Data for this task Block Start
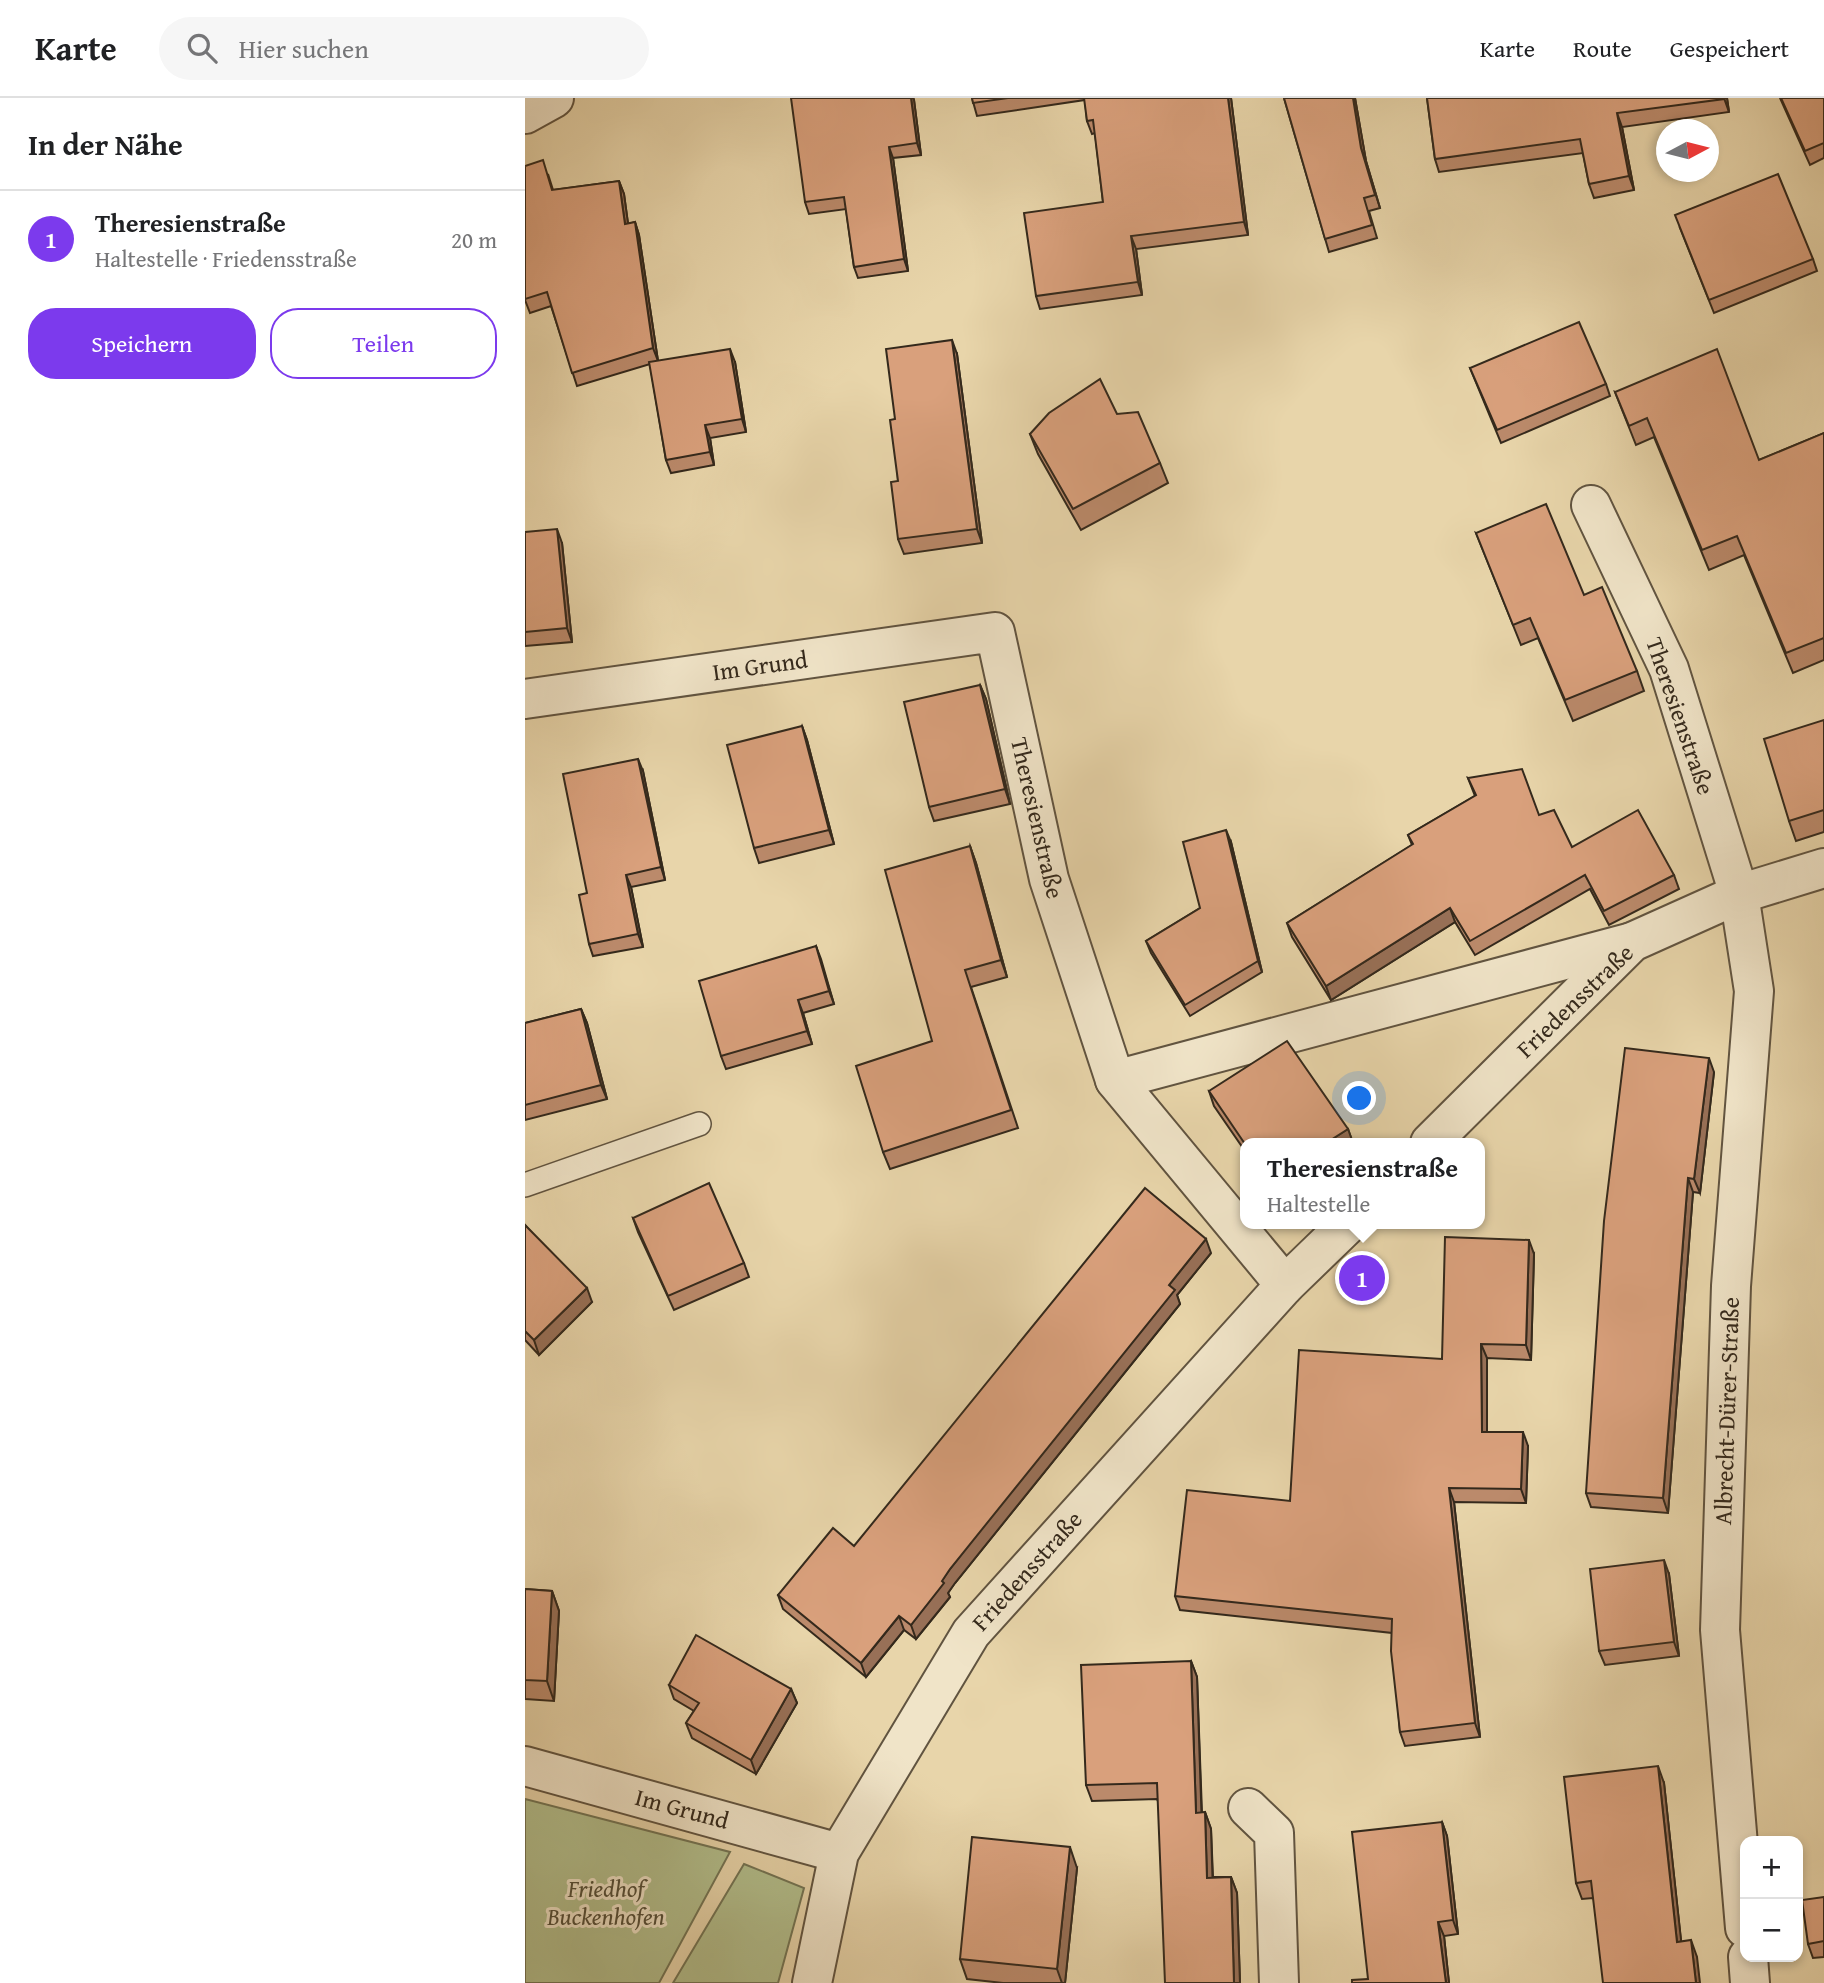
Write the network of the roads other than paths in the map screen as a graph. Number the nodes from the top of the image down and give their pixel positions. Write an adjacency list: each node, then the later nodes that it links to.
1 (554, 98): 2 (street)
2 (525, 114)
3 (1591, 505): 7 (street, Theresienstraße)
4 (995, 632): 5 (street, Im Grund); 9 (street, Theresienstraße)
5 (525, 699)
6 (1824, 868): 7 (street, Friedensstraße)
7 (1739, 894): 8 (street, Friedensstraße); 18 (street, Albrecht-Dürer-Straße)
8 (1632, 942): 9 (street); 11 (street, Friedensstraße)
9 (1115, 1080): 14 (street, Theresienstraße)
10 (699, 1124): 12 (lane)
11 (1435, 1138)
12 (525, 1185)
13 (1343, 1229): 14 (street, Friedensstraße)
14 (1285, 1285): 17 (street, Friedensstraße)
15 (525, 1766): 17 (street, Im Grund)
16 (1248, 1808): 21 (street)
17 (839, 1853): 20 (street, Friedensstraße)
18 (1743, 1899)
19 (1748, 1962): 22 (street)
20 (812, 1983)
21 (1279, 1983)
22 (1750, 1983)

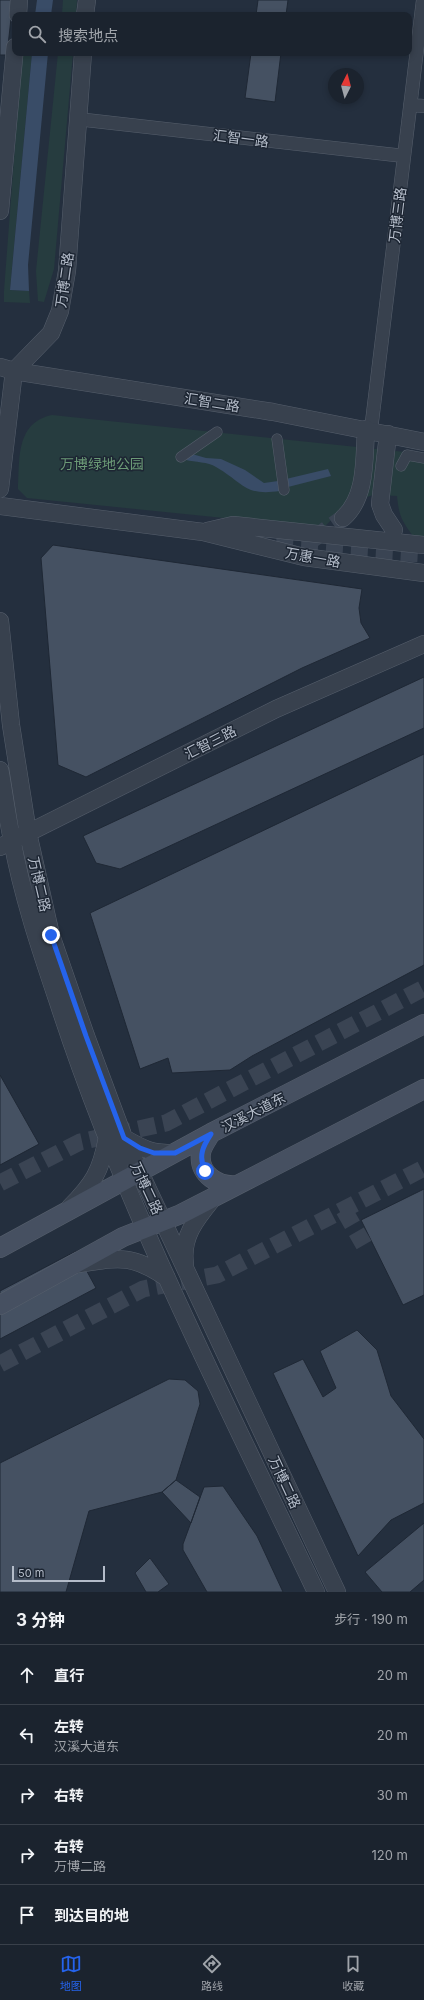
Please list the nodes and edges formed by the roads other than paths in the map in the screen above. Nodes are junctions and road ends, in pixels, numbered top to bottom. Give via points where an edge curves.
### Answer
1 (19, 0) edge
2 (87, 0) edge
3 (423, 0) edge
4 (18, 12) edge
5 (86, 12) edge
6 (421, 45) edge
7 (14, 56) edge
8 (83, 56) edge
9 (410, 105) junction
10 (424, 106) edge
11 (5, 111) edge
12 (78, 119) junction
13 (404, 156) junction
14 (0, 211) edge
15 (7, 369) edge
16 (375, 431) junction
17 (217, 432) dead end
18 (277, 439) dead end
19 (424, 442) edge
20 (181, 457) dead end
21 (424, 458) edge
22 (401, 466) dead end
23 (0, 489) edge
24 (284, 490) dead end
25 (0, 506) edge
26 (342, 518) tunnel mouth
27 (394, 530) dead end
28 (203, 532) junction
29 (424, 545) edge
30 (423, 572) edge
31 (0, 621) edge
32 (424, 634) edge
33 (417, 647) edge
34 (0, 770) edge
35 (28, 833) junction
36 (6, 844) edge
37 (424, 1024) edge
38 (424, 1089) edge
39 (211, 1134) junction
40 (107, 1138) junction
41 (124, 1138) junction
42 (175, 1153) junction
43 (132, 1176) junction
44 (237, 1185) junction
45 (214, 1197) junction
46 (62, 1214) junction
47 (163, 1222) junction
48 (145, 1228) junction
49 (0, 1248) edge
50 (73, 1264) junction
51 (185, 1270) junction
52 (167, 1278) junction
53 (0, 1305) edge
54 (316, 1592) edge
55 (337, 1592) edge

1 - 4 street
2 - 5 street
3 - 6 street, 万博三路
6 - 9 street, 万博三路
7 - 11 street
8 - 12 street, 万博二路
9 - 10 street
9 - 13 street, 万博三路
11 - 14 street
12 - 13 street, 汇智一路
12 - 15 street, 万博二路 via 67,271 60,311 52,334
13 - 16 street, 万博三路
15 - 16 street, 汇智二路 via 265,410
15 - 23 street
16 - 19 street, 汇智二路
16 - 26 street via 357,501
16 - 27 street via 380,504
17 - 20 street
18 - 24 street
21 - 22 street via 407,455
25 - 28 street, 万惠一路
28 - 29 street, 万惠一路 via 233,525
28 - 30 street, 万惠一路 via 304,557
31 - 35 street, 万博二路 via 11,725
32 - 33 street
33 - 35 street, 汇智三路 via 276,709
34 - 36 street, 万博二路
35 - 36 street, 汇智三路
35 - 41 street, 万博二路 via 51,935
36 - 40 street, 万博二路 via 71,1043
37 - 39 main road, 汉溪大道东
38 - 44 main road
39 - 42 main road, 汉溪大道东
39 - 44 main road via 201,1153 201,1163 205,1171 221,1184
40 - 43 street, 万博二路
40 - 46 street via 103,1161 93,1181
41 - 42 street via 154,1153
41 - 43 street, 万博二路
42 - 43 main road, 汉溪大道东
43 - 46 main road, 汉溪大道东
43 - 47 street, 万博二路
43 - 48 street, 万博二路
44 - 45 main road
45 - 47 main road
45 - 51 street via 187,1237 183,1251
46 - 49 main road, 汉溪大道东
47 - 48 main road
47 - 51 street, 万博二路
48 - 50 main road
48 - 52 street, 万博二路
50 - 52 street via 110,1259 140,1261
50 - 53 main road
51 - 55 street, 万博二路
52 - 54 street, 万博二路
Data for this task Block End
• Work to complete:
All of the records above are to be copied exactly, minus the pictures.

• Solution for this task:
Write the network of the roads other than paths in the map screen as a graph. Number the nodes from the top of the image down and give their pixel positions. Write an adjacency list: each node, then the later nodes that it links to.
1 (554, 98): 2 (street)
2 (525, 114)
3 (1591, 505): 7 (street, Theresienstraße)
4 (995, 632): 5 (street, Im Grund); 9 (street, Theresienstraße)
5 (525, 699)
6 (1824, 868): 7 (street, Friedensstraße)
7 (1739, 894): 8 (street, Friedensstraße); 18 (street, Albrecht-Dürer-Straße)
8 (1632, 942): 9 (street); 11 (street, Friedensstraße)
9 (1115, 1080): 14 (street, Theresienstraße)
10 (699, 1124): 12 (lane)
11 (1435, 1138)
12 (525, 1185)
13 (1343, 1229): 14 (street, Friedensstraße)
14 (1285, 1285): 17 (street, Friedensstraße)
15 (525, 1766): 17 (street, Im Grund)
16 (1248, 1808): 21 (street)
17 (839, 1853): 20 (street, Friedensstraße)
18 (1743, 1899)
19 (1748, 1962): 22 (street)
20 (812, 1983)
21 (1279, 1983)
22 (1750, 1983)

Please list the nodes and edges formed by the roads other than paths in the map in the screen above. Nodes are junctions and road ends, in pixels, numbered top to bottom. Give via points where an edge curves.
### Answer
1 (19, 0) edge
2 (87, 0) edge
3 (423, 0) edge
4 (18, 12) edge
5 (86, 12) edge
6 (421, 45) edge
7 (14, 56) edge
8 (83, 56) edge
9 (410, 105) junction
10 (424, 106) edge
11 (5, 111) edge
12 (78, 119) junction
13 (404, 156) junction
14 (0, 211) edge
15 (7, 369) edge
16 (375, 431) junction
17 (217, 432) dead end
18 (277, 439) dead end
19 (424, 442) edge
20 (181, 457) dead end
21 (424, 458) edge
22 (401, 466) dead end
23 (0, 489) edge
24 (284, 490) dead end
25 (0, 506) edge
26 (342, 518) tunnel mouth
27 (394, 530) dead end
28 (203, 532) junction
29 (424, 545) edge
30 (423, 572) edge
31 (0, 621) edge
32 (424, 634) edge
33 (417, 647) edge
34 (0, 770) edge
35 (28, 833) junction
36 (6, 844) edge
37 (424, 1024) edge
38 (424, 1089) edge
39 (211, 1134) junction
40 (107, 1138) junction
41 (124, 1138) junction
42 (175, 1153) junction
43 (132, 1176) junction
44 (237, 1185) junction
45 (214, 1197) junction
46 (62, 1214) junction
47 (163, 1222) junction
48 (145, 1228) junction
49 (0, 1248) edge
50 (73, 1264) junction
51 (185, 1270) junction
52 (167, 1278) junction
53 (0, 1305) edge
54 (316, 1592) edge
55 (337, 1592) edge

1 - 4 street
2 - 5 street
3 - 6 street, 万博三路
6 - 9 street, 万博三路
7 - 11 street
8 - 12 street, 万博二路
9 - 10 street
9 - 13 street, 万博三路
11 - 14 street
12 - 13 street, 汇智一路
12 - 15 street, 万博二路 via 67,271 60,311 52,334
13 - 16 street, 万博三路
15 - 16 street, 汇智二路 via 265,410
15 - 23 street
16 - 19 street, 汇智二路
16 - 26 street via 357,501
16 - 27 street via 380,504
17 - 20 street
18 - 24 street
21 - 22 street via 407,455
25 - 28 street, 万惠一路
28 - 29 street, 万惠一路 via 233,525
28 - 30 street, 万惠一路 via 304,557
31 - 35 street, 万博二路 via 11,725
32 - 33 street
33 - 35 street, 汇智三路 via 276,709
34 - 36 street, 万博二路
35 - 36 street, 汇智三路
35 - 41 street, 万博二路 via 51,935
36 - 40 street, 万博二路 via 71,1043
37 - 39 main road, 汉溪大道东
38 - 44 main road
39 - 42 main road, 汉溪大道东
39 - 44 main road via 201,1153 201,1163 205,1171 221,1184
40 - 43 street, 万博二路
40 - 46 street via 103,1161 93,1181
41 - 42 street via 154,1153
41 - 43 street, 万博二路
42 - 43 main road, 汉溪大道东
43 - 46 main road, 汉溪大道东
43 - 47 street, 万博二路
43 - 48 street, 万博二路
44 - 45 main road
45 - 47 main road
45 - 51 street via 187,1237 183,1251
46 - 49 main road, 汉溪大道东
47 - 48 main road
47 - 51 street, 万博二路
48 - 50 main road
48 - 52 street, 万博二路
50 - 52 street via 110,1259 140,1261
50 - 53 main road
51 - 55 street, 万博二路
52 - 54 street, 万博二路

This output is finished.